Vision? Check. Strategy? Check. Content? Check again.
The corporate video script is designed to increase sales, fanfare and, of course, fun. How a company goes about engaging its customers, however, can mean the difference between losing them in the noise or luring them into the lovely garden of its sales funnel. Head south for the top four video writing secrets, revealed.
#1 Let the Show Begin
The key to script writing that sells is to avoid letting the content sell it all. Here’s the trick. Show, don’t tell. When a company spells out its talents, achievements and values in wordy terms, it robs its clients of doing the same. What could have been a delicious branding opportunity falls short. Take one Psychology Today study, for example. When people labeled themselves with admirable qualities, they were significantly less likely to live them out. Self-labeling with positive traits may also incite skepticism from the receiver. When an audience is free to form brand connections on their own, labels like “authentic”, “innovative” and “industry leader,” the relationship is forged or solidified. Many companies give lip service, the greatest don’t need to.
#2 Authenticity Wins Hearts
Love is a battlefield, and so is marketing. According to Forbes, (and the rest of the universe), every move a company makes can be viral in seconds time. “This poses a challenge for marketers: They must navigate the latest and greatest means of meeting the customer where they are and ensure the messages they put out are both genuine and in alignment with their brand principles.” It also makes it imperative for a company to maintain composure, class and transparency on all fronts. With a corporate video script in mind, customers can feel genuinely cared for when they’re spoken to on real terms. “For so long, brands have valued traits like, ‘clever,’ ‘funny’ and ‘witty’ over traits like, ‘honest,’ ‘trustworthy’ and even ‘vulnerable.’” A carefully crafted corporate video script also bears in mind who customers are and what they search for. Every company should know its audience’s favorite subject (hint: themselves). Using this information, pulled from current customer data and researching brand experiences, a business can devise a plan with everything its audience needs to know. Ultimately, this will send the message they are cared for, humanized and seen. Hello, loyalty.
#3 Moving Pictures
“Today, content only succeeds if it delivers what consumers want, when and how they want it. Fortunately, it’s easy to keep up with the changing landscape when you invest in cutting-edge forms of content, such as video marketing,” said Forbes and every savvy marketer, ever. When most companies hear video, they think blog. Yet a video blog, or vlog, is just one of the myriad ways to present eye-catching content. When writing a corporate video script, think outside the four-walled box, which can often take center screen. Projected at more than 80 percent of all web traffic by 2019, videos up companies’ consumer game. The most strategic locations include otherwise text-only marketing emails (to bump up click rates) or embed the text in landing pages of a company’s website. Product page videos, which roughly 90 percent of customers report supported their purchase decisions, are also an excellent ally to digital product content. With these insights in mind, video content can also surround web, email or social media campaigns, new product launches, blogs and news articles. If a photo’s worth a thousand words, a video captures 1.8 million.
#4 The End
From childhood to the golden years, literature to the movies, the clear draw to stories is an easy in for script writers. Once upon a time, a company thought like a creative. Introducing the final script writing instruction, by the award-winning creator of Toy Story and WALL-E, Andrew Stanton. Watch below as he unveils insights all businesses can draw upon.

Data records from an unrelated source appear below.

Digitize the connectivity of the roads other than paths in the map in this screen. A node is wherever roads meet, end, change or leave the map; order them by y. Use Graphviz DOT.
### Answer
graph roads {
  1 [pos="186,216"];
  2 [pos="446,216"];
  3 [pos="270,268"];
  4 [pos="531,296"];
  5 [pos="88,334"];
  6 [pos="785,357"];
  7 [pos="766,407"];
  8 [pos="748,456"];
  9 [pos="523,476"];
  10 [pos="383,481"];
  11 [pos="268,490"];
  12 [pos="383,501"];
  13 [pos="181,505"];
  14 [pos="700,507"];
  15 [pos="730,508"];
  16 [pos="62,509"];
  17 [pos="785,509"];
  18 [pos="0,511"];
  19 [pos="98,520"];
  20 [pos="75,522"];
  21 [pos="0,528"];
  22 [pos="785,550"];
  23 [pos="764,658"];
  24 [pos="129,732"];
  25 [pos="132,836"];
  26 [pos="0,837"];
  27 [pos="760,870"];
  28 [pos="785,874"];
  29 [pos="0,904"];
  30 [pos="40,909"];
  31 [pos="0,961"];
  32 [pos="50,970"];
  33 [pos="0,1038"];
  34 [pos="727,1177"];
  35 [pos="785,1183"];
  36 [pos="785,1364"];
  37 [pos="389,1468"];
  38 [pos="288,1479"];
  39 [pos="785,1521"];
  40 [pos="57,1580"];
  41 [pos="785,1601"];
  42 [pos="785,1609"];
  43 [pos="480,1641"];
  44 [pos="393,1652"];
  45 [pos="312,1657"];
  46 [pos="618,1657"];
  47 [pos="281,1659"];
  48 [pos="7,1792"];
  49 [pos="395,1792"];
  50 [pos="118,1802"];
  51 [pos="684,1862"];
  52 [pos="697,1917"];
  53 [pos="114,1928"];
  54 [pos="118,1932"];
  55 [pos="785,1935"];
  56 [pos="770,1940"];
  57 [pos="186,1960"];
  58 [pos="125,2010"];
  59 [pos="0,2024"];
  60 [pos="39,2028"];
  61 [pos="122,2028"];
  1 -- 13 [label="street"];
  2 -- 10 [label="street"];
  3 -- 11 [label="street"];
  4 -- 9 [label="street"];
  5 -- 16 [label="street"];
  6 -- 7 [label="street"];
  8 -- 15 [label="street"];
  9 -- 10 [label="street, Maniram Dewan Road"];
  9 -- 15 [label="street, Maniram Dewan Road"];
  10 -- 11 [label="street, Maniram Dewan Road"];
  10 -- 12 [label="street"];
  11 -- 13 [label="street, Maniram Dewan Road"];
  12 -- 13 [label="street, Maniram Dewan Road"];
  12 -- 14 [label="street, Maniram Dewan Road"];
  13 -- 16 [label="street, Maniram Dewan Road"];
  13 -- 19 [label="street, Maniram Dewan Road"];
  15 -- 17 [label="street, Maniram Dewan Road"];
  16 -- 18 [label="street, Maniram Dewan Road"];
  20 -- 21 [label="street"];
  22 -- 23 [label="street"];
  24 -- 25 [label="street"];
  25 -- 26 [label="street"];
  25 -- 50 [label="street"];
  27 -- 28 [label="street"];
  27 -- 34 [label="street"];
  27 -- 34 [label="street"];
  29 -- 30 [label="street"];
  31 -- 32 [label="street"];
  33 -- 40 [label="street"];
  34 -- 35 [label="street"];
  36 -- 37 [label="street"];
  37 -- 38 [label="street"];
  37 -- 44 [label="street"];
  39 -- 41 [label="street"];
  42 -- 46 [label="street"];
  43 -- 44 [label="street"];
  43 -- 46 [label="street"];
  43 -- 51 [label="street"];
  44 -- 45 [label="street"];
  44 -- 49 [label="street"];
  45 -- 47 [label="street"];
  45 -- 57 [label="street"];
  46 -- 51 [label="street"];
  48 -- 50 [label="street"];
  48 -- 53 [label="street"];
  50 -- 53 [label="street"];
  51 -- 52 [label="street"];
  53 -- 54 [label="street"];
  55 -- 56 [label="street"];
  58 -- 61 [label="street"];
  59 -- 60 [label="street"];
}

Story Lesson and 19-Minute TedTalk Break:
A screenplay isn’t far from a script. Stanton’s best advice? Start from the end, and work toward the beginning. A terrible way to take in a book or film, an excellent way to market. The best story begins with the happily ever after. Where is the company headed? What does the company value? Where is its heart at? Who is it after? What is its punch line? From the first line to the last, its single end goal must be clear. “Drama is anticipation, mingled with uncertainty,” Stanton quotes another famous creative. All viewers, being fully human, must know they are about to receive the unexpected. Like storytelling, the content may even cross the barriers of time, past, present and future, or erase the differences between one person or culture to the next. It hits universal human truths, like the need to feel secure or for a sense of belonging or purpose for existence. The point isn’t creativity. The point is to make viewers care–emotionally, aesthetically… whatever lane a company desires. Make a viewer care, and the company is nearly there.
Keys:
The first words must promise the story will lead somewhere worth waiting for. “A well-told promise propels you forward through the story to the end,” Stanton said.
“The audience actually wants to work for their meal, they just don’t want to know they’re doing it. Your job is the hide the fact that you’re making them work… We’re born problem solvers, and it’s the well-organized absence of information that draws us in… A strong theme is always running through a well-told story.”
Where does the inspiration come from?
“Use what you know,” the WALL-E writer advises. “Draw from it. It doesn’t always mean plot or fact. It means capturing a truth from your experience. Expressing values you personally feel deep down to your core… The secret sauce is to invoke wonder. When it’s tapped, the affirmation of being alive reaches to almost a cellular level.”